Les problèmes économiques auxquels Altamira se trouve confrontée – obstacles environnementaux l’empêchant d’exploiter ses ressources naturelles et pénurie d’emplois – échappent au contrôle des administrateurs locaux. Il ne suffit donc pas de lever l’interdiction de diviser les grandes municipalités rurales pour résoudre les problèmes d’Altamira.

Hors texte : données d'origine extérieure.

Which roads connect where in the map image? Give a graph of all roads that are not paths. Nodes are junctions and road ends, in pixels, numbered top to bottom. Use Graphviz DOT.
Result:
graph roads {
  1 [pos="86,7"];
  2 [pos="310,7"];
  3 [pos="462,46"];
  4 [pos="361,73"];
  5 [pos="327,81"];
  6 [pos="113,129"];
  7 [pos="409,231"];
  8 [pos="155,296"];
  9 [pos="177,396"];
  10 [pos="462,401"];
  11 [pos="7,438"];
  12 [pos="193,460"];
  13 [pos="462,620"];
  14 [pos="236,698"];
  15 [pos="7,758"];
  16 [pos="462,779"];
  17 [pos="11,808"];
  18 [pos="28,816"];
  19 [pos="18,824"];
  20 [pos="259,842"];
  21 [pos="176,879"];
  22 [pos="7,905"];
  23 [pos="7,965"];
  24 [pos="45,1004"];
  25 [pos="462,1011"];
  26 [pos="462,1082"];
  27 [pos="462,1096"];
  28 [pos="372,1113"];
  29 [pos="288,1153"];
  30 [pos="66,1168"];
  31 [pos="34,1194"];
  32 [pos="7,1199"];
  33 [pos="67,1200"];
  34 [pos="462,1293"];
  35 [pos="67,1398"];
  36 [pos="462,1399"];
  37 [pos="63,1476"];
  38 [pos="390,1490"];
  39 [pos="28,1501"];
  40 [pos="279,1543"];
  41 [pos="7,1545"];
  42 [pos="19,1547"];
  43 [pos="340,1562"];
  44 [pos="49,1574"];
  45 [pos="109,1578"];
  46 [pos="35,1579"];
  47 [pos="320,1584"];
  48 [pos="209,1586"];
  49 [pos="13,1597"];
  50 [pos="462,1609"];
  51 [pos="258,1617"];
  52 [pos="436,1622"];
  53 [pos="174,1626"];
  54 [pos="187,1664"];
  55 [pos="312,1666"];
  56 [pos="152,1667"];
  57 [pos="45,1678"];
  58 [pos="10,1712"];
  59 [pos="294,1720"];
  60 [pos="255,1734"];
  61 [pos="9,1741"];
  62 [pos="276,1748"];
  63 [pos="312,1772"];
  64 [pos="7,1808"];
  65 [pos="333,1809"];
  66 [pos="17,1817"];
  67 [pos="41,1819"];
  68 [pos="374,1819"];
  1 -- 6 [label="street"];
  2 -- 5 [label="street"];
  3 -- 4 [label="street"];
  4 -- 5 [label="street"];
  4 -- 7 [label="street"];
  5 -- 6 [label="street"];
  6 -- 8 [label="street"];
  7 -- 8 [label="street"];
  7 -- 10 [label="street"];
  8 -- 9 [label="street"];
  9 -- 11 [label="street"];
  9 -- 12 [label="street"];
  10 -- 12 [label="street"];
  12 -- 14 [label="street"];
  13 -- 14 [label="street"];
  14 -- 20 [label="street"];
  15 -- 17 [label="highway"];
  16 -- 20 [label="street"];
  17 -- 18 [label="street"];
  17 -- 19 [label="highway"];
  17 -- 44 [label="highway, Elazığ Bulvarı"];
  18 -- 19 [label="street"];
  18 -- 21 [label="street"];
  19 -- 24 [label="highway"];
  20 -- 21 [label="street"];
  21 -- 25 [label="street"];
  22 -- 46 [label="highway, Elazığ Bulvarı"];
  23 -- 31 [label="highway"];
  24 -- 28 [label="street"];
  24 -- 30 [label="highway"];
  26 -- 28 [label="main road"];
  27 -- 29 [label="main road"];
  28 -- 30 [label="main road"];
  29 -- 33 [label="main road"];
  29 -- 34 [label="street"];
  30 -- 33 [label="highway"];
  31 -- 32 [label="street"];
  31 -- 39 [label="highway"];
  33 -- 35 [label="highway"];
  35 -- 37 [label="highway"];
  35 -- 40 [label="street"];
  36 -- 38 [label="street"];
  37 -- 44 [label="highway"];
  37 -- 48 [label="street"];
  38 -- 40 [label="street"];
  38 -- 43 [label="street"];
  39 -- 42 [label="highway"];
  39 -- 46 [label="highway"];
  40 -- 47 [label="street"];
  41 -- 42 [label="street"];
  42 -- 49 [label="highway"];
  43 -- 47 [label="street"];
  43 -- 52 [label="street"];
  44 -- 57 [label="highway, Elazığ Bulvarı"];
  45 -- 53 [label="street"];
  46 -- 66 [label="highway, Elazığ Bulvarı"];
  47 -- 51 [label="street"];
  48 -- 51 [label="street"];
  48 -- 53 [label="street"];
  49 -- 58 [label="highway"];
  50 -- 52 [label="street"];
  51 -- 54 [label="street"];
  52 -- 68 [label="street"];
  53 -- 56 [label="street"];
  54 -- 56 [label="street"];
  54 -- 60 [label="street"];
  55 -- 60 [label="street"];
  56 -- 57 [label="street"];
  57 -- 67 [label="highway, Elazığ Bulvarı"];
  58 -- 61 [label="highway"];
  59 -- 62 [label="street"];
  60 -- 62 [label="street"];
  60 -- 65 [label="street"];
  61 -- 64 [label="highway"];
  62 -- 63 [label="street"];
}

Diadema, de son côté, a bien profité de la dispersion des industries manufacturières à travers les différentes banlieues de la région métropolitaine de São Paulo. Les industries qui se sont installées dans la municipalité ont donné un fier coup de main au budget local, ce qui a permis d’y améliorer les conditions de vie.
Les budgets des grandes municipalités rurales et des petites municipalités métropolitaines sont mus par des facteurs bien différents. Les municipalités rurales dépendent largement des transferts fédéraux alors que les petites villes comptent plutôt sur leur part de la taxe régionale sur la valeur ajoutée.
Altamira se trouverait-elle en situation plus avantageuse si son centre urbain se séparait de ses vastes régions reculées ? Je ne le crois pas.
Les administrateurs d’Altamira avancent que « la solution est bien évidemment que la municipalité se divise en plusieurs municipalités plus petites ». Cette solution ne ferait toutefois qu’exporter le problème de la zone urbaine de la municipalité vers les zones rurales, lesquels se retrouveraient alors dans une situation encore plus problématique.
Altamira a surtout besoin que l’on coordonne plus efficacement les politiques fédérales, régionales et locales visant à accroître ses perspectives de développement.